ABSTRACT
Harry W.Rollins Idaho National Engineering and Environmental Laboratory, Idaho Falls, Idaho
Ya-Ping Sun Clemson University, Clemson, South Carolina
I.INTRODUCTION
Supercritical fluids* have been studied extensively for the past two decades in attempts to gain accurate and detailed knowledge of their fundamental properties. Such knowledge is essential to the utilization and optimization of supercritical fluid technology in materials preparation and processing. Among the most important properties of a supercritical fluid are the low and tunable densities that can be varied between those of a gas and a normal liquid and the local density effects observed in supercritical fluid solutions (most strongly associated with near-critical conditions). A supercritical fluid may be considered macroscopically homogeneous but microscopically inhomogeneous, consisting of clusters of solvent molecules and free volumes.

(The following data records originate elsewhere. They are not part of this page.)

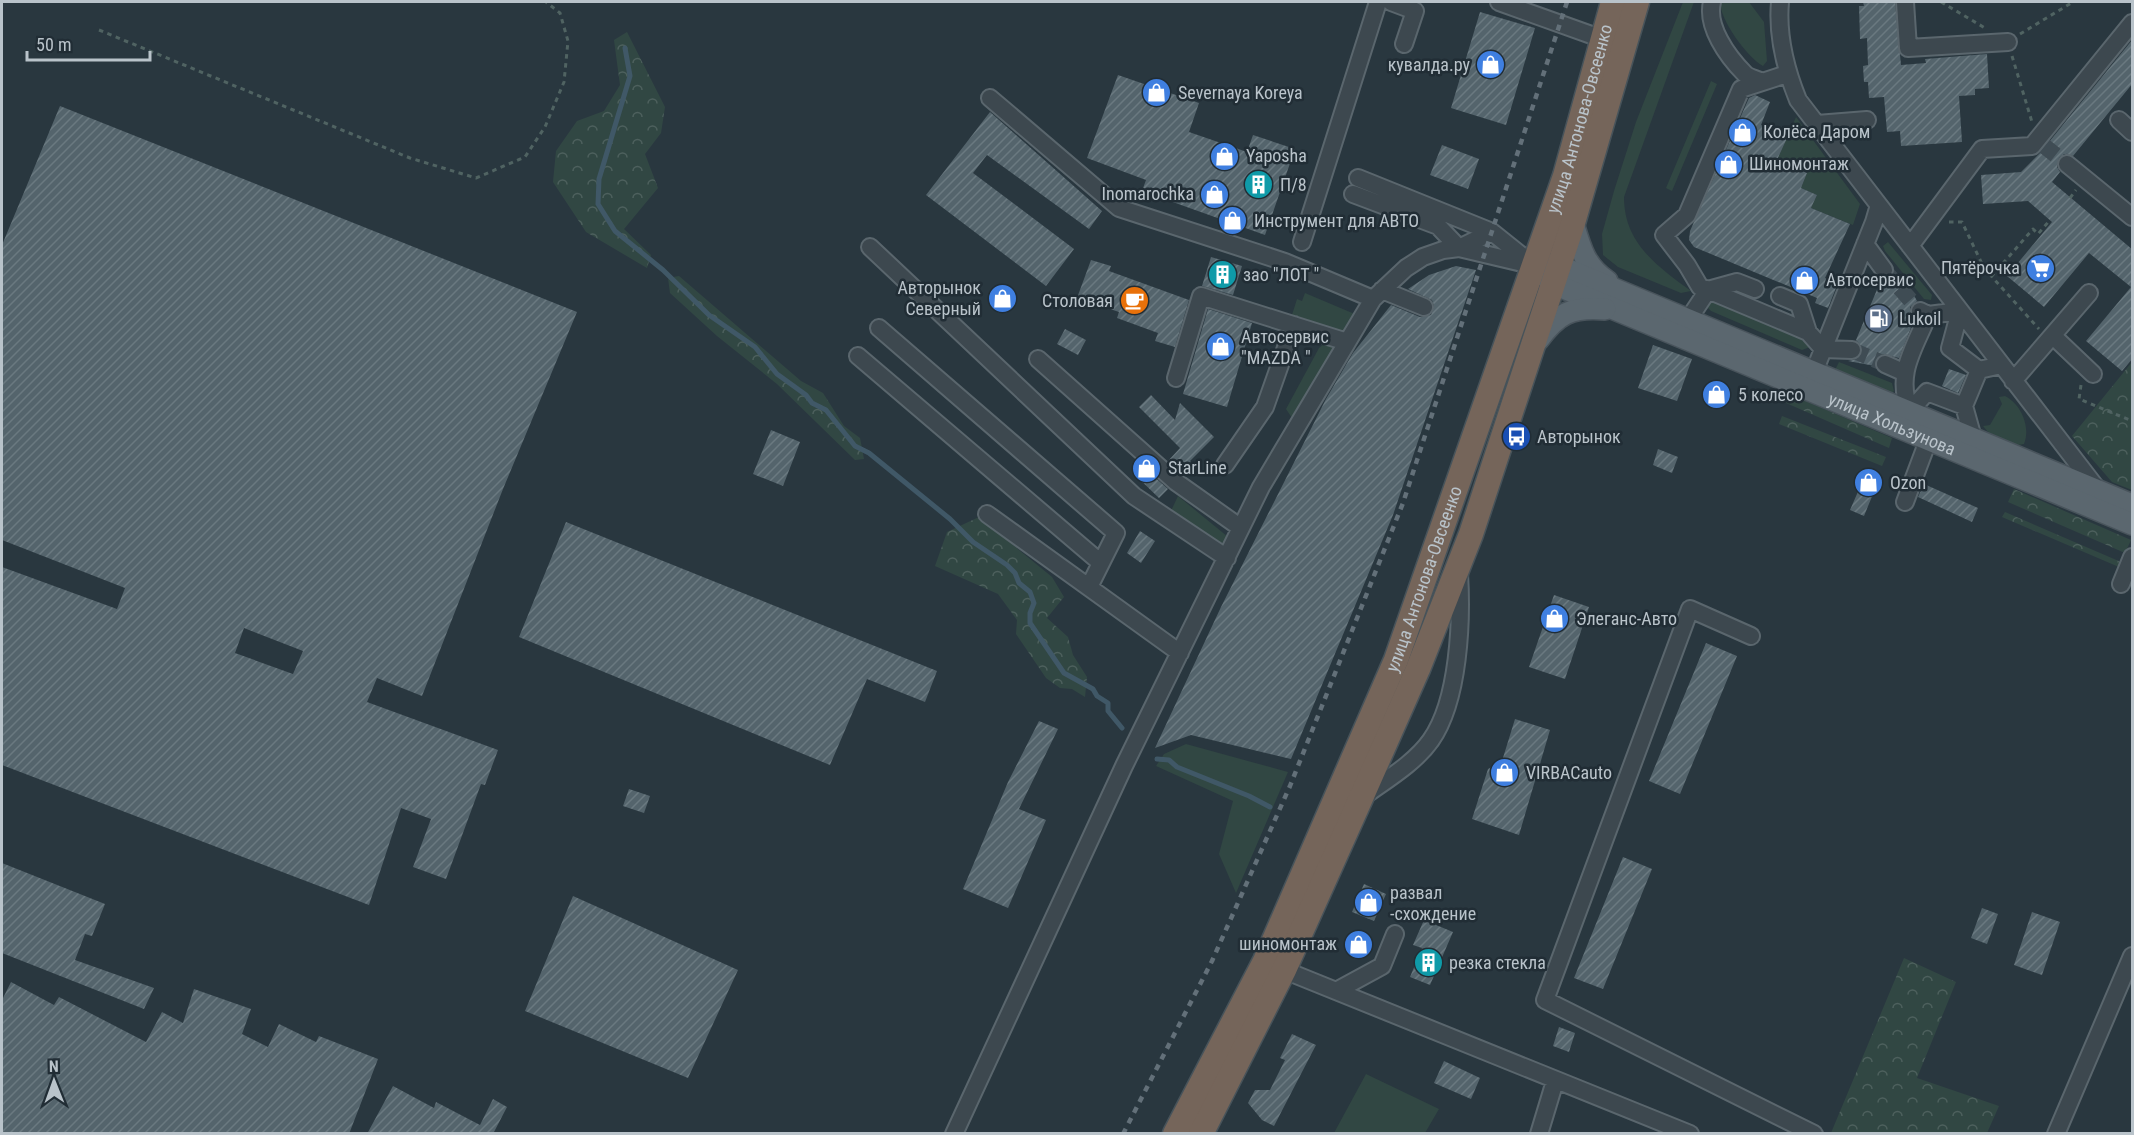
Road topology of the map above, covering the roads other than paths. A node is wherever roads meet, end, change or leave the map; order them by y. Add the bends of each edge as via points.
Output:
1 (1378, 2) edge
2 (1391, 2) edge
3 (1613, 2) edge
4 (1637, 2) edge
5 (1712, 2) edge
6 (1780, 2) edge
7 (1905, 2) edge
8 (1505, 8) edge
9 (1612, 42) junction
10 (2008, 42) road end
11 (1404, 44) dead end
12 (2110, 49) dead end
13 (1787, 74) junction
14 (1762, 82) junction
15 (990, 98) dead end
16 (1867, 120) dead end
17 (2119, 120) dead end
18 (1817, 124) junction
19 (2133, 132) edge
20 (2067, 164) tunnel mouth
21 (1879, 205) junction
22 (2133, 217) edge
23 (1573, 223) junction
24 (1492, 232) junction
25 (1302, 242) dead end
26 (1866, 244) junction
27 (1910, 246) junction
28 (870, 247) dead end
29 (1459, 248) junction
30 (1535, 266) junction
31 (1884, 270) tunnel mouth
32 (1556, 275) junction
33 (1755, 289) dead end
34 (1708, 290) junction
35 (2089, 293) dead end
36 (1378, 294) junction
37 (1780, 296) dead end
38 (1621, 302) junction
39 (1424, 307) dead end
40 (1960, 311) junction
41 (1688, 320) junction
42 (1294, 325) junction
43 (879, 328) dead end
44 (1808, 332) junction
45 (2053, 336) junction
46 (1347, 342) junction
47 (1534, 346) junction
48 (1823, 350) junction
49 (1852, 350) tunnel mouth
50 (858, 356) dead end
51 (1038, 359) dead end
52 (1886, 364) tunnel mouth
53 (2001, 365) junction
54 (1978, 370) junction
55 (1814, 372) junction
56 (1903, 372) junction
57 (2093, 374) dead end
58 (1176, 378) dead end
59 (2013, 381) junction
60 (1964, 406) junction
61 (1910, 411) junction
62 (1929, 438) junction
63 (1973, 438) junction
64 (2061, 443) junction
65 (1225, 465) dead end
66 (2061, 484) junction
67 (2098, 490) junction
68 (1905, 502) dead end
69 (2133, 505) edge
70 (987, 514) dead end
71 (2133, 524) edge
72 (1241, 528) junction
73 (2133, 557) edge
74 (1227, 558) junction
75 (1101, 563) junction
76 (1458, 567) junction
77 (2121, 584) dead end
78 (1089, 587) junction
79 (1751, 636) dead end
80 (1180, 653) junction
81 (1361, 798) junction
82 (1395, 934) dead end
83 (2133, 956) edge
84 (1284, 970) junction
85 (1336, 991) junction
86 (1555, 1081) junction
87 (954, 1134) edge
88 (1175, 1134) edge
89 (1201, 1134) edge
90 (1539, 1134) edge
91 (1690, 1134) edge
92 (1814, 1134) edge
93 (2055, 1134) edge

1 - 25 street
2 - 11 street via 1415,11
3 - 9 highway, улица Антонова-Овсеенко
4 - 9 highway, улица Антонова-Овсеенко
5 - 14 street via 1709,14 1719,39 1746,75
6 - 13 street via 1778,20
7 - 10 street via 1908,48
8 - 9 street
9 - 23 highway, улица Антонова-Овсеенко
9 - 30 highway, улица Антонова-Овсеенко
12 - 27 street via 2040,143 1982,149
13 - 14 street
13 - 18 street via 1798,100
14 - 34 street via 1740,89 1687,215 1664,235 1700,287
15 - 36 street via 1119,208
16 - 18 street
17 - 19 street
18 - 21 street
20 - 22 street
21 - 26 street
21 - 27 street
23 - 32 highway, улица Антонова-Овсеенко
23 - 38 main road, улица Хользунова via 1581,252
24 - 29 street
24 - 29 street via 1355,186 1438,226
24 - 30 street
26 - 31 street
26 - 48 street
27 - 40 street
28 - 74 street via 1134,496
29 - 30 street
29 - 36 street via 1423,257
30 - 32 main road, улица Хользунова
30 - 88 highway, улица Антонова-Овсеенко via 1396,660 1265,961
32 - 38 main road, улица Хользунова
32 - 47 highway, улица Антонова-Овсеенко
33 - 34 street via 1737,282
34 - 41 street
34 - 44 street
35 - 45 street
36 - 39 street
36 - 46 street
37 - 44 street via 1799,304
38 - 41 main road, улица Хользунова
38 - 47 main road, улица Хользунова via 1570,311 1553,320
38 - 62 main road, улица Хользунова
40 - 53 street
40 - 54 street via 1950,348
40 - 56 street via 1924,313
41 - 55 main road, улица Хользунова
42 - 46 street
42 - 58 street via 1202,296
42 - 65 street via 1265,407
43 - 75 street via 1116,533
44 - 48 street
45 - 57 street
45 - 59 street
46 - 72 street
47 - 76 highway, улица Антонова-Овсеенко
48 - 49 street
48 - 55 street
50 - 75 street
51 - 72 street via 1176,482
52 - 56 street
53 - 54 street
53 - 59 street
54 - 60 street
55 - 61 main road, улица Хользунова
56 - 61 street
59 - 64 street
60 - 61 street via 1927,392
60 - 63 street
61 - 63 main road, улица Хользунова
62 - 66 main road, улица Хользунова
62 - 68 street
63 - 66 main road, улица Хользунова
64 - 66 street
64 - 67 street
66 - 67 main road, улица Хользунова
66 - 71 main road, улица Хользунова
67 - 69 main road, улица Хользунова
70 - 78 street
72 - 74 street
73 - 77 street
74 - 80 street
75 - 78 street
76 - 81 highway, улица Антонова-Овсеенко
76 - 81 street via 1462,612 1447,702 1431,740 1396,773
78 - 80 street
79 - 92 street via 1690,609 1545,1000
80 - 87 street
81 - 84 highway, улица Антонова-Овсеенко
82 - 85 street via 1382,966
83 - 93 street
84 - 85 street
84 - 89 highway, улица Антонова-Овсеенко
85 - 86 street
86 - 90 street
86 - 91 street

That a supercritical fluid is macroscopically homogeneous is obvious-the fluid at a temperature above the critical temperature exists as a single phase regardless of pressure. As a consequence,
extremely wide variations in the solvent properties may be achieved. The microscopic inhomogeneity of a supercritical fluid is a more complex issue and is probably dependent on the density of the fluid. The microscopic properties and their effects on and links to the macroscopic properties have been the focus of numerous experimental investigations, many of which employed molecular spectroscopic techniques. The main issues have been the existence and extent of local density augmentation (or solute-solvent clustering) and solvent-facilitated solute concentration augmentation (or solute-solute clustering) in supercritical fluid solutions.